§ Your goal: Restate the records in full, keeping every word as it is.

§ Task inputs:
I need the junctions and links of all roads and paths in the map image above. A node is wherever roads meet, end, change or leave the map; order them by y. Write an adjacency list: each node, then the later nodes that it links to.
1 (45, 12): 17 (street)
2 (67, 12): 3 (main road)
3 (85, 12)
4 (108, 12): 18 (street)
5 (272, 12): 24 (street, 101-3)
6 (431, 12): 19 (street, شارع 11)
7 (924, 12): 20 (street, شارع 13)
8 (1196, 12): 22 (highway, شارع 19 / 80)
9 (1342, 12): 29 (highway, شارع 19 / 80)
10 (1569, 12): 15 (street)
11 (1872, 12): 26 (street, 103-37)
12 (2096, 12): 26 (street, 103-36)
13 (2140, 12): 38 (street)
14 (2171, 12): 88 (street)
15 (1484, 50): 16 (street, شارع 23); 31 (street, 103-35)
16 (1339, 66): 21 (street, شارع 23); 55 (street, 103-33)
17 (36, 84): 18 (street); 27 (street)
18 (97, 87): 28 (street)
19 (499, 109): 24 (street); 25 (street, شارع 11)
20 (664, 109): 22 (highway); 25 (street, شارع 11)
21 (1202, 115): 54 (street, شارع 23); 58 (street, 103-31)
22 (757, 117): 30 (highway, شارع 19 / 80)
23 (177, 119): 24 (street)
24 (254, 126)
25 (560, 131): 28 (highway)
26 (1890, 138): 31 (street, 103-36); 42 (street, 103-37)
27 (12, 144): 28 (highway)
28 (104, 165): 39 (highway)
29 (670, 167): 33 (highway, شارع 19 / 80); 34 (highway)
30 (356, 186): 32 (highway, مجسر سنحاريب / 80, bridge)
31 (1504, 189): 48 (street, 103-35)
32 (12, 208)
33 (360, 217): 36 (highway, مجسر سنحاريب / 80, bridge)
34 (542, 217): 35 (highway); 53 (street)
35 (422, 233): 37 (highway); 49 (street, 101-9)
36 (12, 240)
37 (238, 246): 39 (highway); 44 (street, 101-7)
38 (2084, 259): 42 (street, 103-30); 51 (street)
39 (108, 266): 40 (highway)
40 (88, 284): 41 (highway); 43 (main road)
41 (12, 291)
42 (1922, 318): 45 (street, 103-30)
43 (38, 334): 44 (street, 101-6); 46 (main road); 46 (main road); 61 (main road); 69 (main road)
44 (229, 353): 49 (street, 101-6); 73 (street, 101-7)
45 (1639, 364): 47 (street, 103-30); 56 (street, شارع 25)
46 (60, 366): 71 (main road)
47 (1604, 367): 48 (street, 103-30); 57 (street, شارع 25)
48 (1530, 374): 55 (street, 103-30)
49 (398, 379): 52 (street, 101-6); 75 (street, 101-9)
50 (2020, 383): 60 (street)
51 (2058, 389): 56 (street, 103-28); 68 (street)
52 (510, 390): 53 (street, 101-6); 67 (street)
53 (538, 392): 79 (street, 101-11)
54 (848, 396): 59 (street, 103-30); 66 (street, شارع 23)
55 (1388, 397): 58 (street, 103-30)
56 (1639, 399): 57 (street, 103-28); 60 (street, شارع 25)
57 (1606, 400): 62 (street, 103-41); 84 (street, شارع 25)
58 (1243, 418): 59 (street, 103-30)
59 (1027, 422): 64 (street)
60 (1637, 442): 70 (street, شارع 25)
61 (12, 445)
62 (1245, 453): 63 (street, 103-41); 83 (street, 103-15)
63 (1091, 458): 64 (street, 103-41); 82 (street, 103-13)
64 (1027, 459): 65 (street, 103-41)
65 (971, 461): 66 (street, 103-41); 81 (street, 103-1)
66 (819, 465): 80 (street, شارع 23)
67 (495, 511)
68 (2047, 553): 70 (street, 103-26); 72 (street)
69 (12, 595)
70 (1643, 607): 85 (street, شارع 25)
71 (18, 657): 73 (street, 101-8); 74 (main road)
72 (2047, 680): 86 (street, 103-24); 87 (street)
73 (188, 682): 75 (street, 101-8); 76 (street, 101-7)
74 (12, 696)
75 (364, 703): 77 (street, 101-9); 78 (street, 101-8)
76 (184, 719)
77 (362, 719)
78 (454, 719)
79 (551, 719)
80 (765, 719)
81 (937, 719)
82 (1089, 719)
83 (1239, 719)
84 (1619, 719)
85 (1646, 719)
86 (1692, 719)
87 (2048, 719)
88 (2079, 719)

§ The answer:
I need the junctions and links of all roads and paths in the map image above. A node is wherever roads meet, end, change or leave the map; order them by y. Write an adjacency list: each node, then the later nodes that it links to.
1 (45, 12): 17 (street)
2 (67, 12): 3 (main road)
3 (85, 12)
4 (108, 12): 18 (street)
5 (272, 12): 24 (street, 101-3)
6 (431, 12): 19 (street, شارع 11)
7 (924, 12): 20 (street, شارع 13)
8 (1196, 12): 22 (highway, شارع 19 / 80)
9 (1342, 12): 29 (highway, شارع 19 / 80)
10 (1569, 12): 15 (street)
11 (1872, 12): 26 (street, 103-37)
12 (2096, 12): 26 (street, 103-36)
13 (2140, 12): 38 (street)
14 (2171, 12): 88 (street)
15 (1484, 50): 16 (street, شارع 23); 31 (street, 103-35)
16 (1339, 66): 21 (street, شارع 23); 55 (street, 103-33)
17 (36, 84): 18 (street); 27 (street)
18 (97, 87): 28 (street)
19 (499, 109): 24 (street); 25 (street, شارع 11)
20 (664, 109): 22 (highway); 25 (street, شارع 11)
21 (1202, 115): 54 (street, شارع 23); 58 (street, 103-31)
22 (757, 117): 30 (highway, شارع 19 / 80)
23 (177, 119): 24 (street)
24 (254, 126)
25 (560, 131): 28 (highway)
26 (1890, 138): 31 (street, 103-36); 42 (street, 103-37)
27 (12, 144): 28 (highway)
28 (104, 165): 39 (highway)
29 (670, 167): 33 (highway, شارع 19 / 80); 34 (highway)
30 (356, 186): 32 (highway, مجسر سنحاريب / 80, bridge)
31 (1504, 189): 48 (street, 103-35)
32 (12, 208)
33 (360, 217): 36 (highway, مجسر سنحاريب / 80, bridge)
34 (542, 217): 35 (highway); 53 (street)
35 (422, 233): 37 (highway); 49 (street, 101-9)
36 (12, 240)
37 (238, 246): 39 (highway); 44 (street, 101-7)
38 (2084, 259): 42 (street, 103-30); 51 (street)
39 (108, 266): 40 (highway)
40 (88, 284): 41 (highway); 43 (main road)
41 (12, 291)
42 (1922, 318): 45 (street, 103-30)
43 (38, 334): 44 (street, 101-6); 46 (main road); 46 (main road); 61 (main road); 69 (main road)
44 (229, 353): 49 (street, 101-6); 73 (street, 101-7)
45 (1639, 364): 47 (street, 103-30); 56 (street, شارع 25)
46 (60, 366): 71 (main road)
47 (1604, 367): 48 (street, 103-30); 57 (street, شارع 25)
48 (1530, 374): 55 (street, 103-30)
49 (398, 379): 52 (street, 101-6); 75 (street, 101-9)
50 (2020, 383): 60 (street)
51 (2058, 389): 56 (street, 103-28); 68 (street)
52 (510, 390): 53 (street, 101-6); 67 (street)
53 (538, 392): 79 (street, 101-11)
54 (848, 396): 59 (street, 103-30); 66 (street, شارع 23)
55 (1388, 397): 58 (street, 103-30)
56 (1639, 399): 57 (street, 103-28); 60 (street, شارع 25)
57 (1606, 400): 62 (street, 103-41); 84 (street, شارع 25)
58 (1243, 418): 59 (street, 103-30)
59 (1027, 422): 64 (street)
60 (1637, 442): 70 (street, شارع 25)
61 (12, 445)
62 (1245, 453): 63 (street, 103-41); 83 (street, 103-15)
63 (1091, 458): 64 (street, 103-41); 82 (street, 103-13)
64 (1027, 459): 65 (street, 103-41)
65 (971, 461): 66 (street, 103-41); 81 (street, 103-1)
66 (819, 465): 80 (street, شارع 23)
67 (495, 511)
68 (2047, 553): 70 (street, 103-26); 72 (street)
69 (12, 595)
70 (1643, 607): 85 (street, شارع 25)
71 (18, 657): 73 (street, 101-8); 74 (main road)
72 (2047, 680): 86 (street, 103-24); 87 (street)
73 (188, 682): 75 (street, 101-8); 76 (street, 101-7)
74 (12, 696)
75 (364, 703): 77 (street, 101-9); 78 (street, 101-8)
76 (184, 719)
77 (362, 719)
78 (454, 719)
79 (551, 719)
80 (765, 719)
81 (937, 719)
82 (1089, 719)
83 (1239, 719)
84 (1619, 719)
85 (1646, 719)
86 (1692, 719)
87 (2048, 719)
88 (2079, 719)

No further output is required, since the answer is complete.